▸ TASK OBJECTIVE: Go through the listing below and state how many lines hold the word "bridge", giving only the number.

▸ DATA UNDER STUDY:

────────

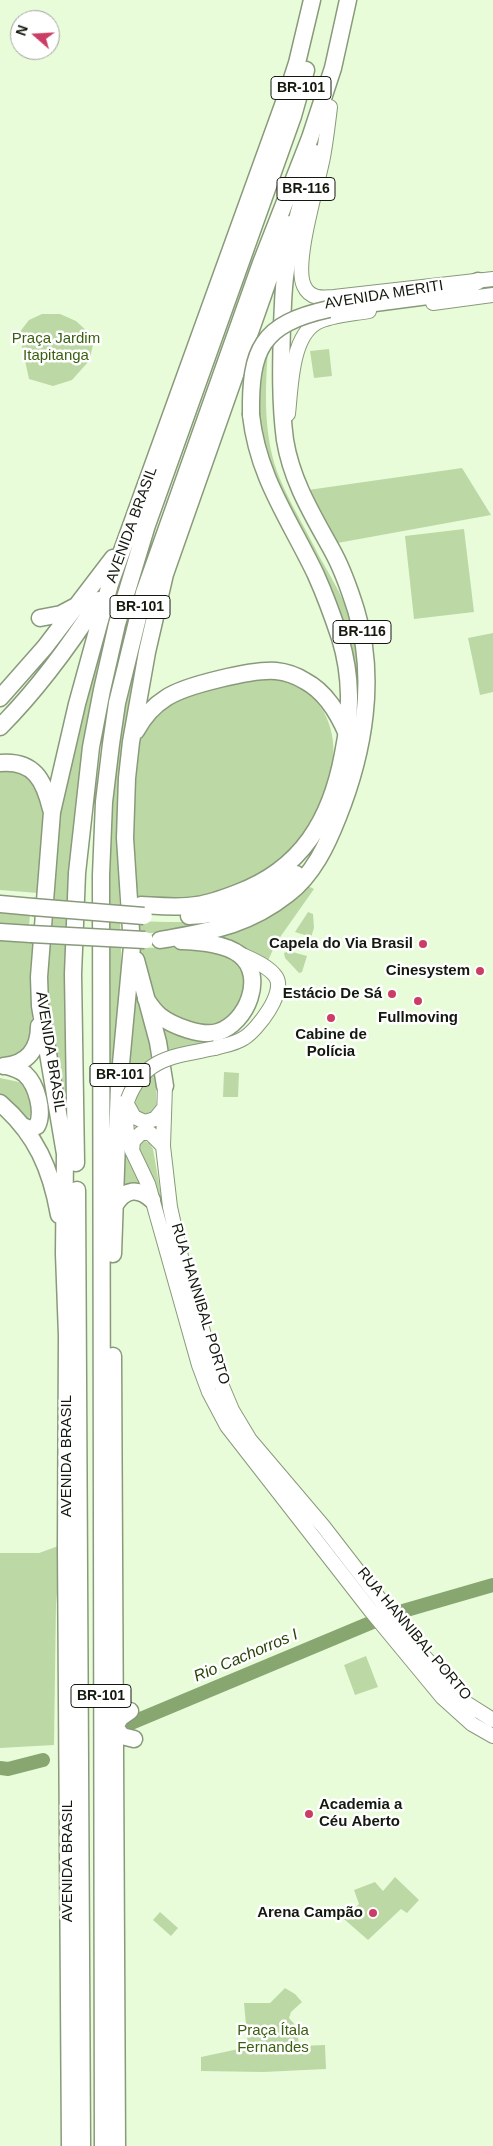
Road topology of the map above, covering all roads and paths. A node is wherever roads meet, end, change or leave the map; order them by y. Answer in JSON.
{"nodes":[{"id":1,"x":312,"y":0,"type":"edge"},
{"id":2,"x":323,"y":0,"type":"edge"},
{"id":3,"x":348,"y":0,"type":"edge"},
{"id":4,"x":359,"y":0,"type":"edge"},
{"id":5,"x":330,"y":107,"type":"junction"},
{"id":6,"x":318,"y":142,"type":"junction"},
{"id":7,"x":272,"y":173,"type":"junction"},
{"id":8,"x":486,"y":280,"type":"edge"},
{"id":9,"x":493,"y":295,"type":"edge"},
{"id":10,"x":324,"y":303,"type":"junction"},
{"id":11,"x":209,"y":308,"type":"junction"},
{"id":12,"x":286,"y":442,"type":"junction"},
{"id":13,"x":133,"y":525,"type":"junction"},
{"id":14,"x":110,"y":584,"type":"junction"},
{"id":15,"x":78,"y":605,"type":"junction"},
{"id":16,"x":40,"y":618,"type":"dead end"},
{"id":17,"x":0,"y":698,"type":"edge"},
{"id":18,"x":0,"y":727,"type":"edge"},
{"id":19,"x":347,"y":734,"type":"junction"},
{"id":20,"x":130,"y":742,"type":"junction"},
{"id":21,"x":0,"y":764,"type":"edge"},
{"id":22,"x":52,"y":812,"type":"junction"},
{"id":23,"x":332,"y":832,"type":"junction"},
{"id":24,"x":0,"y":895,"type":"edge"},
{"id":25,"x":33,"y":902,"type":"junction"},
{"id":26,"x":0,"y":904,"type":"edge"},
{"id":27,"x":142,"y":911,"type":"junction"},
{"id":28,"x":0,"y":932,"type":"edge"},
{"id":29,"x":146,"y":942,"type":"junction"},
{"id":30,"x":239,"y":954,"type":"junction"},
{"id":31,"x":146,"y":999,"type":"junction"},
{"id":32,"x":40,"y":1006,"type":"junction"},
{"id":33,"x":4,"y":1066,"type":"edge"},
{"id":34,"x":165,"y":1086,"type":"joint"},
{"id":35,"x":127,"y":1101,"type":"junction"},
{"id":36,"x":0,"y":1103,"type":"edge"},
{"id":37,"x":164,"y":1108,"type":"junction"},
{"id":38,"x":23,"y":1126,"type":"junction"},
{"id":39,"x":163,"y":1146,"type":"junction"},
{"id":40,"x":132,"y":1152,"type":"junction"},
{"id":41,"x":152,"y":1200,"type":"junction"},
{"id":42,"x":115,"y":1206,"type":"junction"},
{"id":43,"x":162,"y":1235,"type":"junction"},
{"id":44,"x":103,"y":1246,"type":"junction"},
{"id":45,"x":64,"y":1254,"type":"junction"},
{"id":46,"x":182,"y":1261,"type":"junction"},
{"id":47,"x":113,"y":1293,"type":"junction"},
{"id":48,"x":67,"y":1368,"type":"junction"},
{"id":49,"x":79,"y":1420,"type":"junction"},
{"id":50,"x":128,"y":1711,"type":"dead end"},
{"id":51,"x":493,"y":1720,"type":"edge"},
{"id":52,"x":115,"y":1726,"type":"junction"},
{"id":53,"x":493,"y":1736,"type":"edge"},
{"id":54,"x":134,"y":1739,"type":"dead end"},
{"id":55,"x":82,"y":1789,"type":"junction"},
{"id":56,"x":68,"y":2004,"type":"junction"},
{"id":57,"x":116,"y":2088,"type":"junction"},
{"id":58,"x":70,"y":2146,"type":"edge"},
{"id":59,"x":82,"y":2146,"type":"edge"},
{"id":60,"x":102,"y":2146,"type":"edge"},
{"id":61,"x":112,"y":2146,"type":"edge"},
{"id":62,"x":117,"y":2146,"type":"edge"}],
"edges":[{"from":1,"to":11,"type":"highway","name":"AVENIDA BRASIL"},
{"from":2,"to":7,"type":"highway","name":"AVENIDA BRASIL","number":"BR-101"},
{"from":3,"to":44,"type":"highway","number":"BR-101"},
{"from":4,"to":5,"type":"highway","number":"BR-101"},
{"from":5,"to":6,"type":"highway","number":"BR-101"},
{"from":5,"to":10,"type":"main road"},
{"from":6,"to":12,"type":"highway","number":"BR-116"},
{"from":6,"to":20,"type":"highway","number":"BR-101"},
{"from":7,"to":11,"type":"highway","number":"BR-101"},
{"from":7,"to":49,"type":"highway","name":"AVENIDA BRASIL","number":"BR-101"},
{"from":8,"to":10,"type":"highway"},
{"from":9,"to":12,"type":"main road","name":"AVENIDA MERITI"},
{"from":10,"to":19,"type":"highway","bridge":true},
{"from":11,"to":13,"type":"highway","name":"AVENIDA BRASIL","number":"BR-101"},
{"from":12,"to":23,"type":"highway","number":"BR-116"},
{"from":13,"to":14,"type":"highway","name":"AVENIDA BRASIL","number":"BR-101"},
{"from":13,"to":15,"type":"highway"},
{"from":14,"to":18,"type":"highway"},
{"from":14,"to":22,"type":"highway","name":"AVENIDA BRASIL","number":"BR-101"},
{"from":15,"to":16,"type":"highway"},
{"from":15,"to":17,"type":"highway"},
{"from":19,"to":20,"type":"highway"},
{"from":19,"to":27,"type":"highway"},
{"from":20,"to":29,"type":"highway","number":"BR-101"},
{"from":21,"to":22,"type":"highway"},
{"from":22,"to":32,"type":"highway","name":"AVENIDA BRASIL","number":"BR-101"},
{"from":23,"to":27,"type":"highway","number":"BR-116"},
{"from":23,"to":29,"type":"highway"},
{"from":24,"to":25,"type":"highway"},
{"from":25,"to":26,"type":"highway"},
{"from":25,"to":27,"type":"highway"},
{"from":28,"to":29,"type":"highway","bridge":true},
{"from":29,"to":30,"type":"highway"},
{"from":29,"to":31,"type":"highway"},
{"from":29,"to":42,"type":"highway","number":"BR-101"},
{"from":30,"to":31,"type":"highway"},
{"from":30,"to":35,"type":"main road","name":"RUA HANNIBAL PORTO","bridge":true},
{"from":31,"to":34,"type":"highway"},
{"from":32,"to":33,"type":"highway"},
{"from":32,"to":45,"type":"highway","name":"AVENIDA BRASIL","number":"BR-101"},
{"from":33,"to":38,"type":"highway"},
{"from":34,"to":37,"type":"main road","name":"RUA HANNIBAL PORTO"},
{"from":35,"to":37,"type":"main road"},
{"from":35,"to":40,"type":"main road","name":"RUA HANNIBAL PORTO"},
{"from":36,"to":38,"type":"highway"},
{"from":37,"to":39,"type":"main road","name":"RUA HANNIBAL PORTO"},
{"from":38,"to":45,"type":"highway"},
{"from":39,"to":40,"type":"main road"},
{"from":39,"to":46,"type":"main road","name":"RUA HANNIBAL PORTO"},
{"from":40,"to":41,"type":"main road","name":"RUA HANNIBAL PORTO"},
{"from":41,"to":42,"type":"highway"},
{"from":41,"to":43,"type":"main road","name":"RUA HANNIBAL PORTO"},
{"from":42,"to":47,"type":"highway","number":"BR-101"},
{"from":43,"to":46,"type":"main road"},
{"from":43,"to":53,"type":"main road","name":"RUA HANNIBAL PORTO"},
{"from":44,"to":47,"type":"highway"},
{"from":44,"to":60,"type":"highway","number":"BR-101"},
{"from":45,"to":48,"type":"highway","name":"AVENIDA BRASIL","number":"BR-101"},
{"from":46,"to":51,"type":"main road","name":"RUA HANNIBAL PORTO"},
{"from":47,"to":52,"type":"highway","number":"BR-101"},
{"from":48,"to":49,"type":"highway"},
{"from":48,"to":56,"type":"highway","name":"AVENIDA BRASIL","number":"BR-101"},
{"from":49,"to":55,"type":"highway","name":"AVENIDA BRASIL","number":"BR-101"},
{"from":50,"to":52,"type":"highway"},
{"from":52,"to":54,"type":"highway"},
{"from":52,"to":57,"type":"highway","number":"BR-101"},
{"from":55,"to":56,"type":"highway"},
{"from":55,"to":59,"type":"highway","name":"AVENIDA BRASIL","number":"BR-101"},
{"from":56,"to":58,"type":"highway","name":"AVENIDA BRASIL","number":"BR-101"},
{"from":57,"to":61,"type":"highway"},
{"from":57,"to":62,"type":"highway","number":"BR-101"}]}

────────

▸ SOLVED PROBLEM: 3